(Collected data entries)
=======

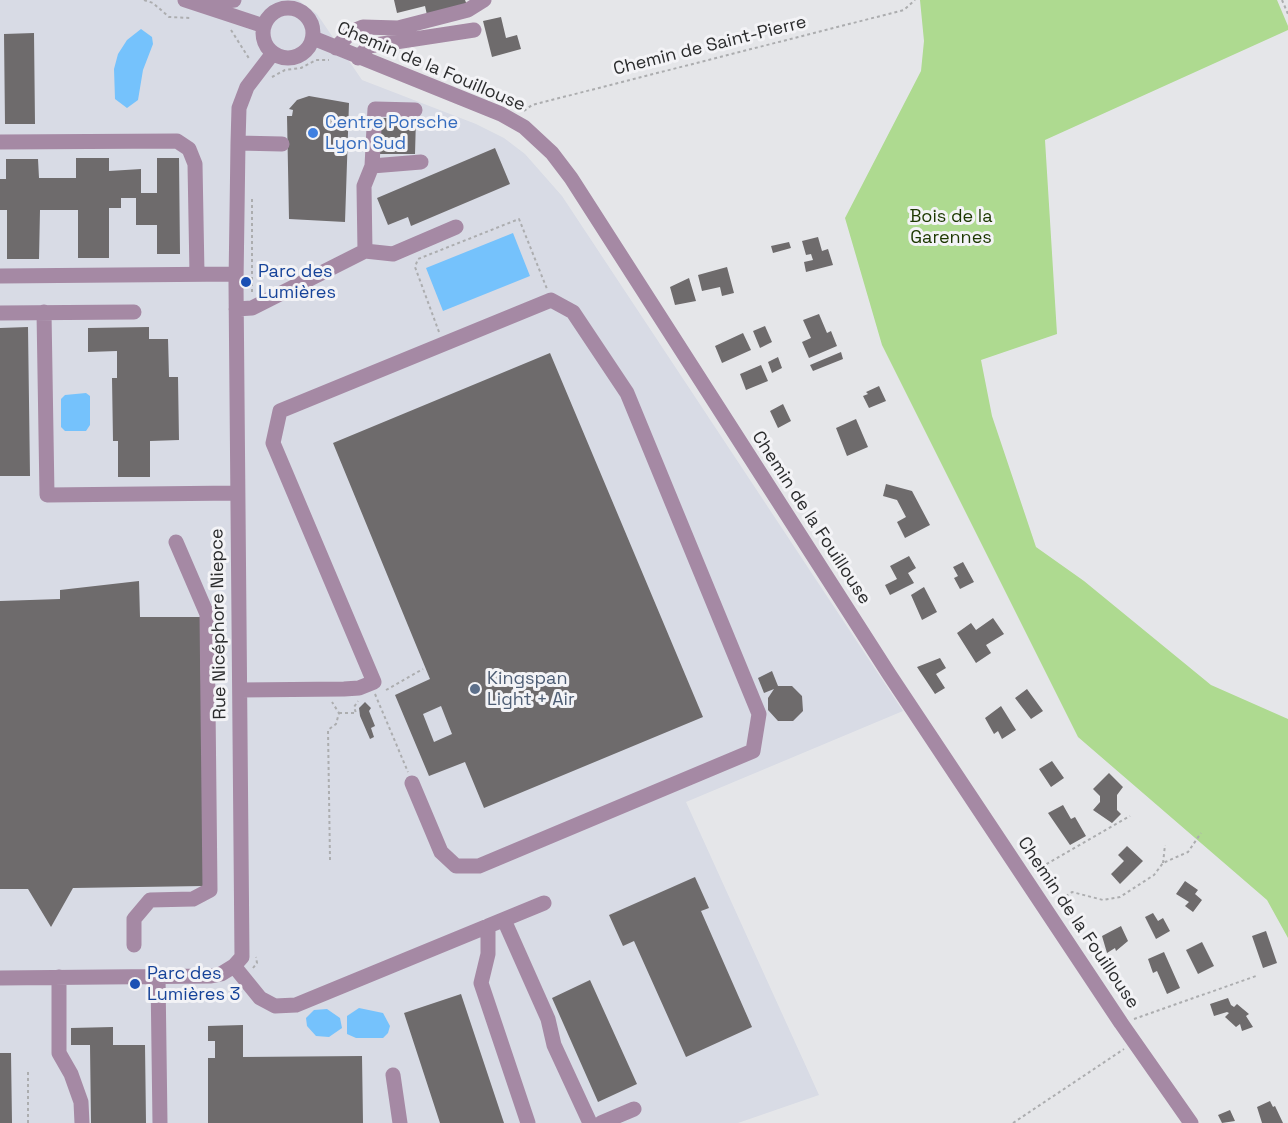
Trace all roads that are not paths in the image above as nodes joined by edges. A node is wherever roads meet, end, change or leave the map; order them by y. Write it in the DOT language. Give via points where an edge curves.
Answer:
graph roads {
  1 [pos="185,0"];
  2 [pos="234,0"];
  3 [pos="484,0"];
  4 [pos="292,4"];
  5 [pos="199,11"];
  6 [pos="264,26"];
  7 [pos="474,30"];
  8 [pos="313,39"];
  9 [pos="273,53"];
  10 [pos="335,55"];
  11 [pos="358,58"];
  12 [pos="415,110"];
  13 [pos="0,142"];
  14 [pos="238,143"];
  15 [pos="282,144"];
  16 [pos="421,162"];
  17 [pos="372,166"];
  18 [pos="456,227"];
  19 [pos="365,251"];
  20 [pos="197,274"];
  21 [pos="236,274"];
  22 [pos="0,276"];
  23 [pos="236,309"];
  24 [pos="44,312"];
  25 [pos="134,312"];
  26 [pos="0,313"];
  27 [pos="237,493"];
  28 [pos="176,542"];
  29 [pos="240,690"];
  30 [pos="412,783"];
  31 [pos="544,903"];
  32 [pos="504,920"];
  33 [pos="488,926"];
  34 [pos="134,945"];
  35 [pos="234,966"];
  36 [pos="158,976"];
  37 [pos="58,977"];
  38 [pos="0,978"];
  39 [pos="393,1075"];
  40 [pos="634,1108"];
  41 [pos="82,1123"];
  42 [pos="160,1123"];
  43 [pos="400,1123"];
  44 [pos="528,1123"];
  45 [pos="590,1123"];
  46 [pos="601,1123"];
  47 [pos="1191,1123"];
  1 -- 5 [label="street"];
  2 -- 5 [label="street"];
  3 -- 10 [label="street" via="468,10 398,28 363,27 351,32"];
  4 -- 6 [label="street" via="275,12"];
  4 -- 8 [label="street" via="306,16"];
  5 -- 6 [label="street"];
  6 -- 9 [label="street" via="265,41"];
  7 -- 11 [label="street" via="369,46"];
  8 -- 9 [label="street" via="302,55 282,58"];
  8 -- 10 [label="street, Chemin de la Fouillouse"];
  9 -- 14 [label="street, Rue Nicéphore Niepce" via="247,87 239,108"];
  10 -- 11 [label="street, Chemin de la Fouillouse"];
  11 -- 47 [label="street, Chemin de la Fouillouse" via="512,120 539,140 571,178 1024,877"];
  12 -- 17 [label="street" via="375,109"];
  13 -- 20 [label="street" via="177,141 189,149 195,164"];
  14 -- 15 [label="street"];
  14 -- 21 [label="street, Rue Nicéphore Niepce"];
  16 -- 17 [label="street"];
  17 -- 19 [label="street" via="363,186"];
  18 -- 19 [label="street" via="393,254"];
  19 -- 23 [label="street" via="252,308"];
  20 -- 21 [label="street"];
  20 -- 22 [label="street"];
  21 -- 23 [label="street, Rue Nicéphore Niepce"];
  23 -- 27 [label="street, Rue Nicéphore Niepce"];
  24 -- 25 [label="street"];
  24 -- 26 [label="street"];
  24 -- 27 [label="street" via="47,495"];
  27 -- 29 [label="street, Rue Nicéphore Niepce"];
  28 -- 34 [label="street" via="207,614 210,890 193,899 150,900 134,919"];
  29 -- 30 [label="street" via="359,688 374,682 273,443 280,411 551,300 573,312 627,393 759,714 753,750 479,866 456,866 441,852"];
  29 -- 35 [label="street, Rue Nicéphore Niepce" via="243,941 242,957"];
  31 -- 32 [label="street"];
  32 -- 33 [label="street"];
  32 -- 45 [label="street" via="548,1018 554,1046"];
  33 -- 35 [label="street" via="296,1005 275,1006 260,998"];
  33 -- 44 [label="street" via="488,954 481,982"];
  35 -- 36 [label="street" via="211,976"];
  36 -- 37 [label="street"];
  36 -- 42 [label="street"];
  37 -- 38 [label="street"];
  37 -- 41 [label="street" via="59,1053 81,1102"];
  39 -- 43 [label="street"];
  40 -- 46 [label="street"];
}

=======

▶ _Problem details_: Copy out all the data exactly; skip the pictures.

▶ _Final answer_:
Trace all roads that are not paths in the image above as nodes joined by edges. A node is wherever roads meet, end, change or leave the map; order them by y. Write it in the DOT language. Give via points where an edge curves.
Answer:
graph roads {
  1 [pos="185,0"];
  2 [pos="234,0"];
  3 [pos="484,0"];
  4 [pos="292,4"];
  5 [pos="199,11"];
  6 [pos="264,26"];
  7 [pos="474,30"];
  8 [pos="313,39"];
  9 [pos="273,53"];
  10 [pos="335,55"];
  11 [pos="358,58"];
  12 [pos="415,110"];
  13 [pos="0,142"];
  14 [pos="238,143"];
  15 [pos="282,144"];
  16 [pos="421,162"];
  17 [pos="372,166"];
  18 [pos="456,227"];
  19 [pos="365,251"];
  20 [pos="197,274"];
  21 [pos="236,274"];
  22 [pos="0,276"];
  23 [pos="236,309"];
  24 [pos="44,312"];
  25 [pos="134,312"];
  26 [pos="0,313"];
  27 [pos="237,493"];
  28 [pos="176,542"];
  29 [pos="240,690"];
  30 [pos="412,783"];
  31 [pos="544,903"];
  32 [pos="504,920"];
  33 [pos="488,926"];
  34 [pos="134,945"];
  35 [pos="234,966"];
  36 [pos="158,976"];
  37 [pos="58,977"];
  38 [pos="0,978"];
  39 [pos="393,1075"];
  40 [pos="634,1108"];
  41 [pos="82,1123"];
  42 [pos="160,1123"];
  43 [pos="400,1123"];
  44 [pos="528,1123"];
  45 [pos="590,1123"];
  46 [pos="601,1123"];
  47 [pos="1191,1123"];
  1 -- 5 [label="street"];
  2 -- 5 [label="street"];
  3 -- 10 [label="street" via="468,10 398,28 363,27 351,32"];
  4 -- 6 [label="street" via="275,12"];
  4 -- 8 [label="street" via="306,16"];
  5 -- 6 [label="street"];
  6 -- 9 [label="street" via="265,41"];
  7 -- 11 [label="street" via="369,46"];
  8 -- 9 [label="street" via="302,55 282,58"];
  8 -- 10 [label="street, Chemin de la Fouillouse"];
  9 -- 14 [label="street, Rue Nicéphore Niepce" via="247,87 239,108"];
  10 -- 11 [label="street, Chemin de la Fouillouse"];
  11 -- 47 [label="street, Chemin de la Fouillouse" via="512,120 539,140 571,178 1024,877"];
  12 -- 17 [label="street" via="375,109"];
  13 -- 20 [label="street" via="177,141 189,149 195,164"];
  14 -- 15 [label="street"];
  14 -- 21 [label="street, Rue Nicéphore Niepce"];
  16 -- 17 [label="street"];
  17 -- 19 [label="street" via="363,186"];
  18 -- 19 [label="street" via="393,254"];
  19 -- 23 [label="street" via="252,308"];
  20 -- 21 [label="street"];
  20 -- 22 [label="street"];
  21 -- 23 [label="street, Rue Nicéphore Niepce"];
  23 -- 27 [label="street, Rue Nicéphore Niepce"];
  24 -- 25 [label="street"];
  24 -- 26 [label="street"];
  24 -- 27 [label="street" via="47,495"];
  27 -- 29 [label="street, Rue Nicéphore Niepce"];
  28 -- 34 [label="street" via="207,614 210,890 193,899 150,900 134,919"];
  29 -- 30 [label="street" via="359,688 374,682 273,443 280,411 551,300 573,312 627,393 759,714 753,750 479,866 456,866 441,852"];
  29 -- 35 [label="street, Rue Nicéphore Niepce" via="243,941 242,957"];
  31 -- 32 [label="street"];
  32 -- 33 [label="street"];
  32 -- 45 [label="street" via="548,1018 554,1046"];
  33 -- 35 [label="street" via="296,1005 275,1006 260,998"];
  33 -- 44 [label="street" via="488,954 481,982"];
  35 -- 36 [label="street" via="211,976"];
  36 -- 37 [label="street"];
  36 -- 42 [label="street"];
  37 -- 38 [label="street"];
  37 -- 41 [label="street" via="59,1053 81,1102"];
  39 -- 43 [label="street"];
  40 -- 46 [label="street"];
}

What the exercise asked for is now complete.